March 24, 2022


Shipping Your Products Just Got More Expensive

Annacaroline Caruso, editorial associate

Oil prices were creeping toward $100 a barrel in February due to tight supply that existed prior to Russia’s invasion of Ukraine. The crisis, however, pushed oil prices over the edge, sending them skyrocketing to $130 a barrel earlier this month. Prices have softened a bit since then, but they remain consistently higher than normal.

Even as crude oil prices continue to rise and fall, diesel fuel likely will remain high for the near future. “That’s a big problem,” reads a Washington Post article. “Diesel is the workhorse of the global economy.
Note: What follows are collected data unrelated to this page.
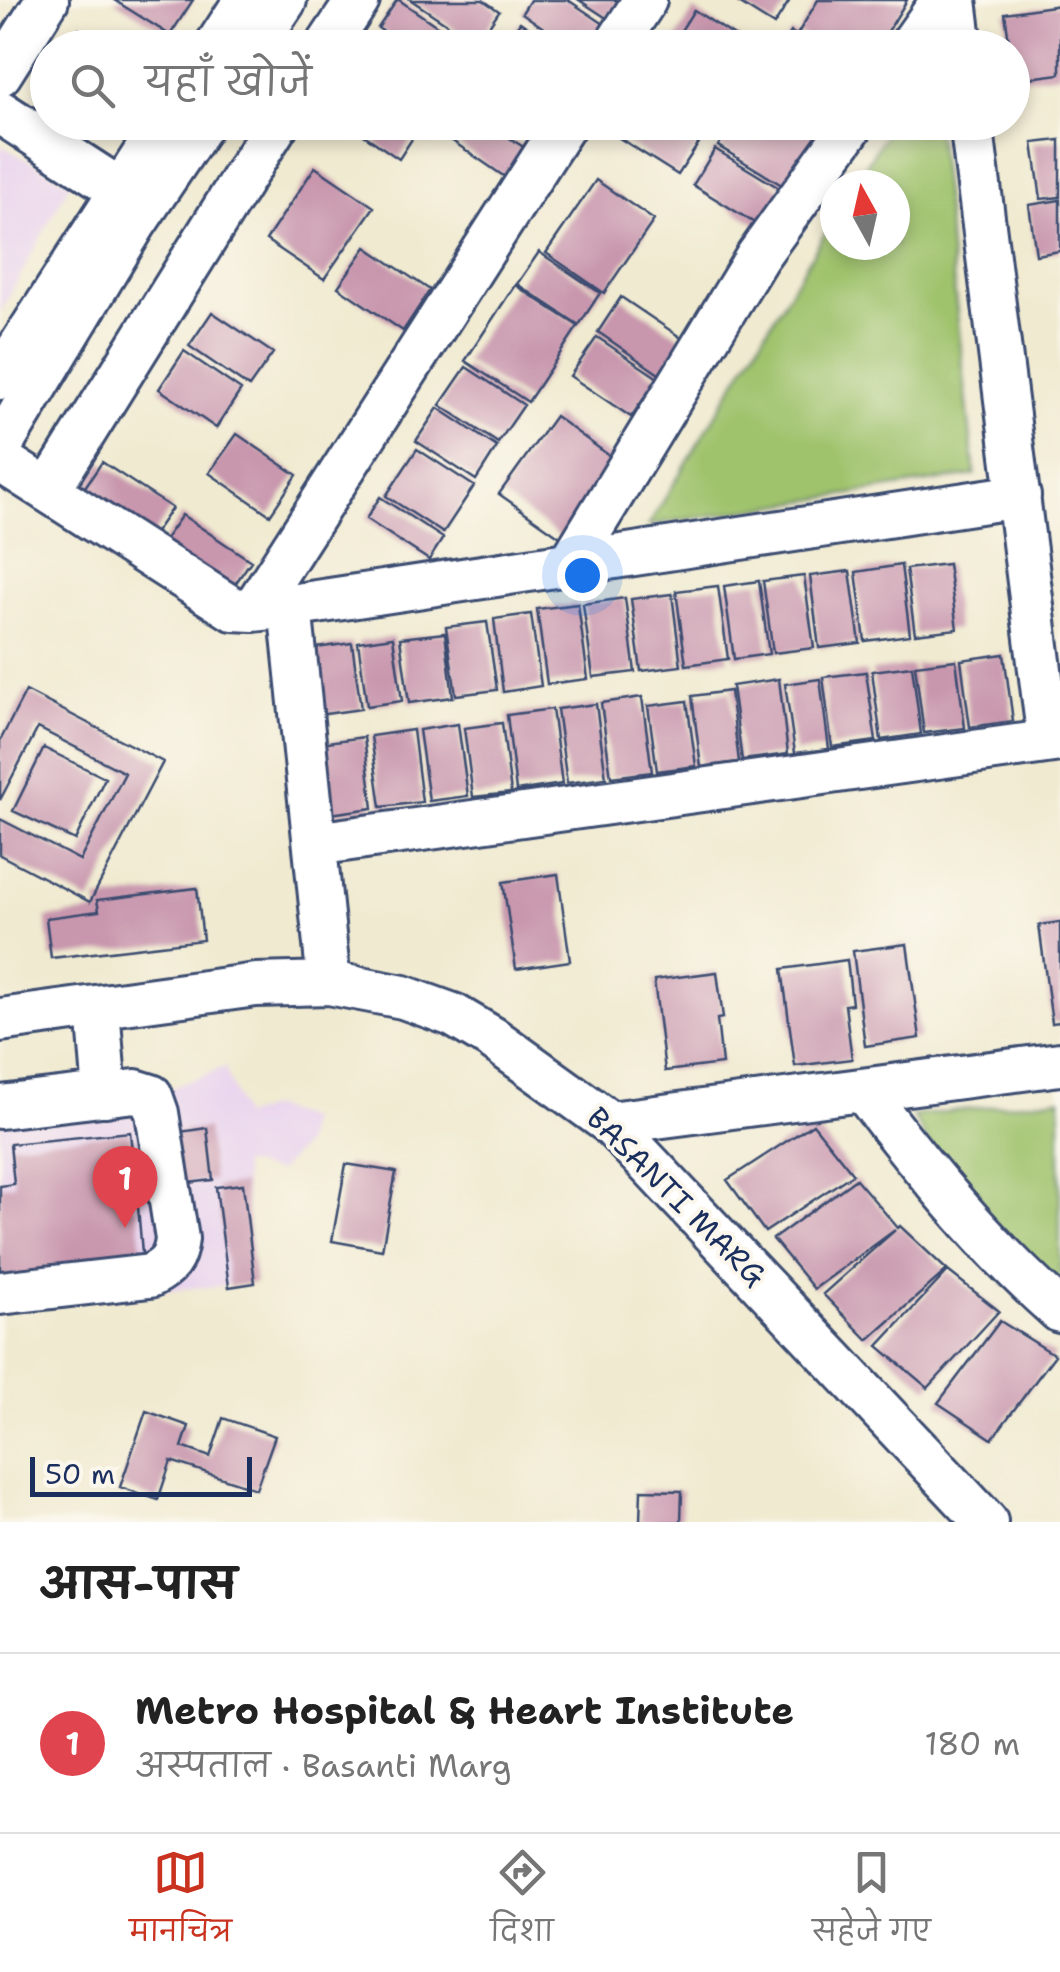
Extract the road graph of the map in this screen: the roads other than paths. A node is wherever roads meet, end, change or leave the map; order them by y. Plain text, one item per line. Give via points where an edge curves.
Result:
1 (48, 0) edge
2 (246, 0) edge
3 (285, 0) edge
4 (358, 0) edge
5 (645, 0) edge
6 (943, 0) edge
7 (955, 0) edge
8 (227, 30) edge
9 (265, 30) edge
10 (338, 30) edge
11 (626, 30) edge
12 (921, 30) edge
13 (959, 30) edge
14 (0, 74) edge
15 (0, 112) edge
16 (30, 131) edge
17 (43, 140) edge
18 (157, 140) edge
19 (186, 140) edge
20 (267, 140) edge
21 (555, 140) edge
22 (841, 140) edge
23 (973, 140) edge
24 (133, 198) junction
25 (0, 378) edge
26 (0, 447) edge
27 (0, 460) edge
28 (48, 491) junction
29 (1019, 496) junction
30 (570, 564) junction
31 (271, 608) junction
32 (1054, 741) edge
33 (314, 844) junction
34 (329, 982) junction
35 (98, 1006) junction
36 (0, 1020) edge
37 (1060, 1064) edge
38 (863, 1090) junction
39 (105, 1095) junction
40 (0, 1107) edge
41 (610, 1123) junction
42 (0, 1293) edge
43 (1060, 1311) edge
44 (986, 1522) edge

1 - 14 street
2 - 8 street
3 - 9 street
4 - 10 street
5 - 11 street
6 - 12 street
7 - 13 street
15 - 16 street
17 - 24 street
18 - 24 street
19 - 24 street
20 - 28 street
21 - 31 street
22 - 30 street via 757,257
23 - 29 street
24 - 25 street
24 - 26 street
27 - 28 street
28 - 31 street via 233,609
29 - 30 street
29 - 32 street
30 - 31 street
31 - 33 street
32 - 33 street
33 - 34 street
34 - 35 street, BASANTI MARG
34 - 41 street, BASANTI MARG via 403,996 453,1015
35 - 36 street, BASANTI MARG
35 - 39 street
37 - 38 street
38 - 41 street
38 - 43 street via 922,1168
39 - 40 street
39 - 42 street via 151,1096 176,1252 150,1276
41 - 44 street, BASANTI MARG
It keeps trucks and vans, excavators and heavy machinery, freight trains and ships all buzzing.”

Fuel surcharges are one way freight carriers pass along substantial hikes in oil prices. Many companies have started implementing surcharges and rate hikes in response to the Russia-Ukraine war and others will likely follow, said Eric Dance, CPA, chief financial officer with Alliance Trucking LP (Arlington, TX).

“Normally we see a single price increase per year from our material suppliers, but we’ve seen companies raise rates this year already in response to increasing diesel and other operating cost increases,” he said. “The large publicly traded companies were very aggressive about raising prices three or four times during FY21, and now the smaller companies are following in their footsteps in FY 22 with the run up in diesel.”
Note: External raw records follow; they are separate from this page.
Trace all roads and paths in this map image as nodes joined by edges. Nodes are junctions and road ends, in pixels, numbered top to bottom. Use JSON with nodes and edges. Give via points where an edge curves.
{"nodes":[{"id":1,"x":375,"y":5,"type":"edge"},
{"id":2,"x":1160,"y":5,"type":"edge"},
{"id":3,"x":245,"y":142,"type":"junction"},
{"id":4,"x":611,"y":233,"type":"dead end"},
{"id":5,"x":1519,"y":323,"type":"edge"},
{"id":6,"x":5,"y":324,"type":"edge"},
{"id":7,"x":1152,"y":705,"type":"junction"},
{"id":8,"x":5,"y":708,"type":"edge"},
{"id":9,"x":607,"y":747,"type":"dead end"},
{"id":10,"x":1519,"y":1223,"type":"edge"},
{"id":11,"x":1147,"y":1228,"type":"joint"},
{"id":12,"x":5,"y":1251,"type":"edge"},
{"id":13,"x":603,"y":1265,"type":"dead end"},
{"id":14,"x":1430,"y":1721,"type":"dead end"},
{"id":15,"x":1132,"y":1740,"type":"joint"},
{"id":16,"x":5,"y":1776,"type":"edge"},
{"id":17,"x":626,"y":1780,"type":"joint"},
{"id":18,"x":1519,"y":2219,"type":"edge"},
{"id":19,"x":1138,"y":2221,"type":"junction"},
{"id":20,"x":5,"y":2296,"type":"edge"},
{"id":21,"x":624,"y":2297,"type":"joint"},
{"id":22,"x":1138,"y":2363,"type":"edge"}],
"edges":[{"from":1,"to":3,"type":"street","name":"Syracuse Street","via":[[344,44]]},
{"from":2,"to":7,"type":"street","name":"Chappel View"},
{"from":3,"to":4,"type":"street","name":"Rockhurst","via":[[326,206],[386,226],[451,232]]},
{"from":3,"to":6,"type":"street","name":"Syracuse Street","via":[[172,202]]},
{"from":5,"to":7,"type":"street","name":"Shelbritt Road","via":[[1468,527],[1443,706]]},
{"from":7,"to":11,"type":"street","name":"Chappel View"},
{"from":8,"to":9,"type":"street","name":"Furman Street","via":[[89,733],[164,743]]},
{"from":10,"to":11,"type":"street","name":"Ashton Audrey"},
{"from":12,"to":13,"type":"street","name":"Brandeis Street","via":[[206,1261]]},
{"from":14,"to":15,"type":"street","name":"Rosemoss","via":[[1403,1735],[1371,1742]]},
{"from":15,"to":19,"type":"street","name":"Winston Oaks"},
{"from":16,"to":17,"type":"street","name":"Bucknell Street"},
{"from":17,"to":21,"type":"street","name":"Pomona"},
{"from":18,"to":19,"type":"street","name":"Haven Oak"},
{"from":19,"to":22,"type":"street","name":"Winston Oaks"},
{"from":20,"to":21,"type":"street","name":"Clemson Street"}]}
Some businesses indirectly charge their customers for fuel by marking up the price of their products rather than tacking on a percentage. But this makes the price increase more permanent, Dance said. “Our vendors are raising unit prices as an indirect fuel charge so now we are following their lead to compensate,” he said. “But as diesel prices soften, I don’t think these suppliers will lower prices. It is harder to change unit costs whereas surcharge percentages are easy to dial up and down.”
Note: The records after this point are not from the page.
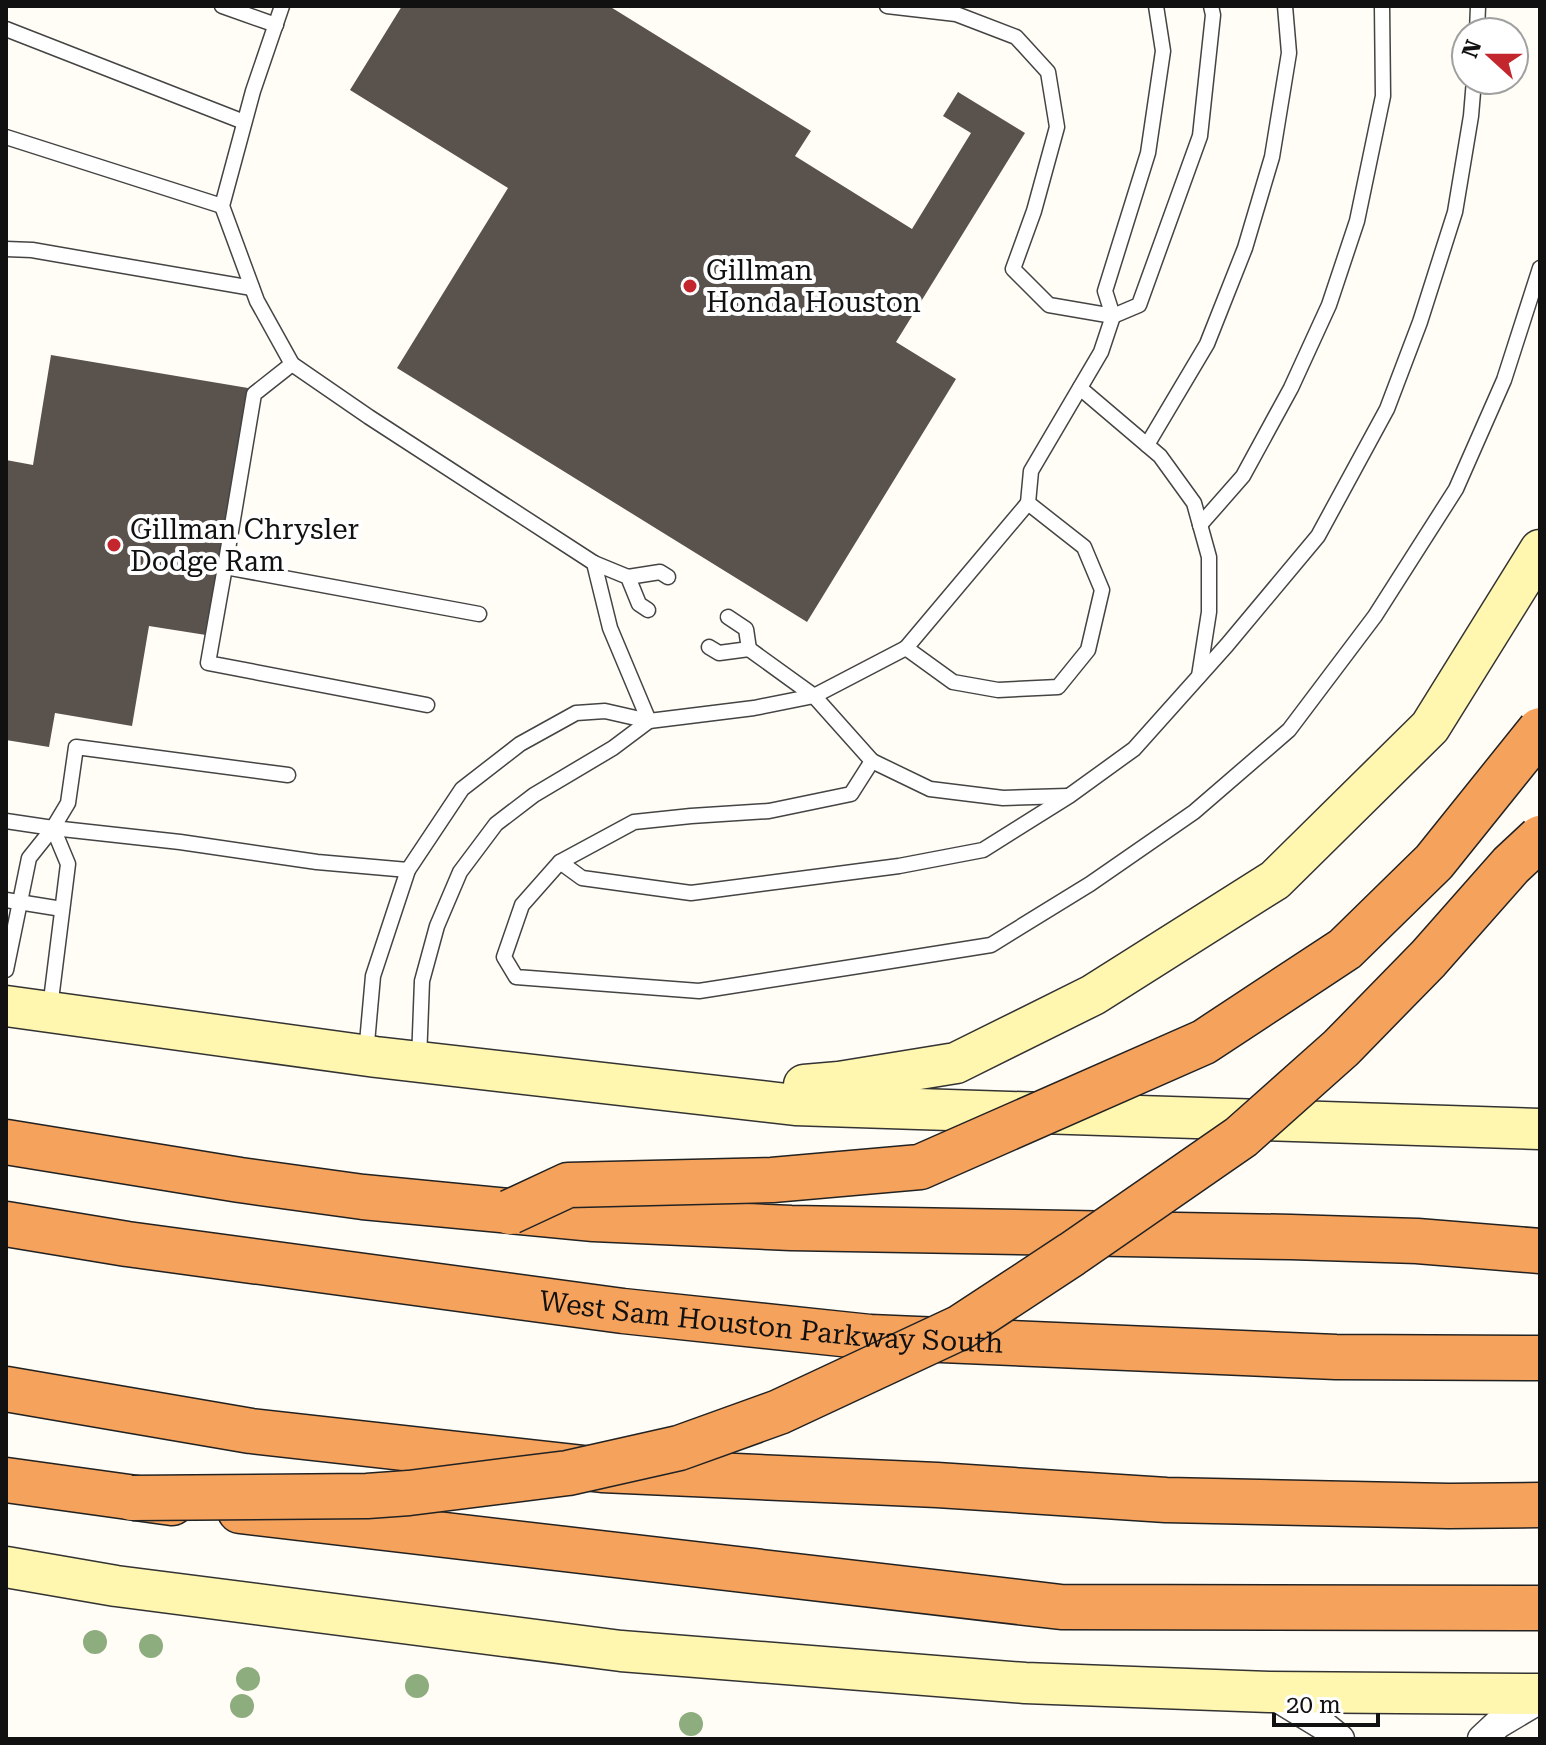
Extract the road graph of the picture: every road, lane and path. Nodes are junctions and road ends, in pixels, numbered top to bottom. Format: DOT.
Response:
graph roads {
  1 [pos="222,6"];
  2 [pos="282,6"];
  3 [pos="887,6"];
  4 [pos="1156,6"];
  5 [pos="1211,6"];
  6 [pos="1285,6"];
  7 [pos="1382,6"];
  8 [pos="276,25"];
  9 [pos="6,29"];
  10 [pos="1473,96"];
  11 [pos="244,122"];
  12 [pos="6,137"];
  13 [pos="222,206"];
  14 [pos="6,249"];
  15 [pos="1540,268"];
  16 [pos="252,288"];
  17 [pos="1113,316"];
  18 [pos="292,364"];
  19 [pos="1080,388"];
  20 [pos="1147,445"];
  21 [pos="1028,503"];
  22 [pos="1200,525"];
  23 [pos="1540,550"];
  24 [pos="594,563"];
  25 [pos="225,567"];
  26 [pos="628,577"];
  27 [pos="668,577"];
  28 [pos="648,610"];
  29 [pos="479,614"];
  30 [pos="728,617"];
  31 [pos="709,647"];
  32 [pos="906,648"];
  33 [pos="749,649"];
  34 [pos="1199,676"];
  35 [pos="814,696"];
  36 [pos="427,705"];
  37 [pos="649,721"];
  38 [pos="1540,730"];
  39 [pos="872,761"];
  40 [pos="288,775"];
  41 [pos="1069,796"];
  42 [pos="6,821"];
  43 [pos="53,828"];
  44 [pos="1540,838"];
  45 [pos="560,862"];
  46 [pos="408,870"];
  47 [pos="12,902"];
  48 [pos="62,909"];
  49 [pos="6,970"];
  50 [pos="6,1006"];
  51 [pos="49,1012"];
  52 [pos="366,1055"];
  53 [pos="419,1061"];
  54 [pos="709,1094"];
  55 [pos="1540,1129"];
  56 [pos="6,1142"];
  57 [pos="510,1212"];
  58 [pos="6,1224"];
  59 [pos="1540,1251"];
  60 [pos="1540,1358"];
  61 [pos="6,1389"];
  62 [pos="6,1480"];
  63 [pos="132,1498"];
  64 [pos="1540,1505"];
  65 [pos="6,1567"];
  66 [pos="1540,1608"];
  67 [pos="1269,1692"];
  68 [pos="1540,1696"];
  69 [pos="1340,1739"];
  70 [pos="1482,1739"];
  1 -- 8 [label="lane"];
  2 -- 8 [label="lane"];
  3 -- 17 [label="lane"];
  4 -- 17 [label="lane"];
  5 -- 17 [label="lane"];
  6 -- 20 [label="lane"];
  7 -- 22 [label="lane"];
  8 -- 11 [label="lane"];
  9 -- 11 [label="lane"];
  10 -- 34 [label="lane"];
  11 -- 13 [label="lane"];
  12 -- 13 [label="lane"];
  13 -- 16 [label="lane"];
  14 -- 16 [label="lane"];
  15 -- 45 [label="lane"];
  16 -- 18 [label="lane"];
  17 -- 19 [label="lane"];
  18 -- 24 [label="lane"];
  18 -- 25 [label="lane"];
  19 -- 20 [label="lane"];
  19 -- 21 [label="lane"];
  20 -- 22 [label="lane"];
  21 -- 32 [label="lane"];
  21 -- 32 [label="lane"];
  22 -- 34 [label="lane"];
  23 -- 54 [label="main road"];
  24 -- 26 [label="lane"];
  24 -- 37 [label="lane"];
  25 -- 29 [label="lane"];
  25 -- 36 [label="lane"];
  26 -- 27 [label="lane"];
  26 -- 28 [label="lane"];
  30 -- 33 [label="lane"];
  31 -- 33 [label="lane"];
  32 -- 35 [label="lane"];
  33 -- 35 [label="lane"];
  34 -- 41 [label="lane"];
  35 -- 37 [label="lane"];
  35 -- 39 [label="lane"];
  37 -- 46 [label="lane"];
  37 -- 53 [label="lane"];
  38 -- 57 [label="highway, bridge"];
  39 -- 41 [label="lane"];
  39 -- 45 [label="lane"];
  40 -- 43 [label="lane"];
  41 -- 45 [label="lane"];
  42 -- 43 [label="lane"];
  43 -- 46 [label="lane"];
  43 -- 47 [label="lane"];
  43 -- 48 [label="lane"];
  44 -- 63 [label="highway, bridge"];
  46 -- 52 [label="lane"];
  47 -- 48 [label="lane"];
  47 -- 49 [label="lane"];
  48 -- 51 [label="lane"];
  50 -- 51 [label="main road"];
  51 -- 52 [label="main road"];
  52 -- 53 [label="main road"];
  53 -- 54 [label="main road"];
  54 -- 55 [label="main road"];
  56 -- 57 [label="highway"];
  57 -- 59 [label="highway, bridge"];
  58 -- 60 [label="highway, West Sam Houston Parkway South, bridge"];
  61 -- 64 [label="highway"];
  62 -- 63 [label="highway"];
  63 -- 66 [label="highway, bridge"];
  65 -- 67 [label="main road"];
  67 -- 68 [label="main road"];
  67 -- 69 [label="street"];
  68 -- 70 [label="street"];
}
Freight carriers are not the only ones to use surcharges. It may be time for your company to add a fuel surcharge to avoid absorbing expensive shipping costs, said Joe Lange, CCE, ICCE, CCRA, credit manager with Brenntag Great Lakes, LLC (Wauwatosa, WI). Lange’s company started adding a transportation surcharge in 2018, which has helped “offset the costs when we see price increases from our suppliers on the backend.”

Brenntag adjusts surcharge prices on a monthly basis as fuel prices move up and down. Historically, the extra fee has remained fairly stable. But Lange anticipates that it will increase substantially next month as fuel prices remain volatile. “A rule of thumb is that for every five-cent increase in diesel prices, container transport companies add one percent to their fuel surcharge to customers,” Neil Chambers, director of Container Transport Alliance Australia, told the Financial Review.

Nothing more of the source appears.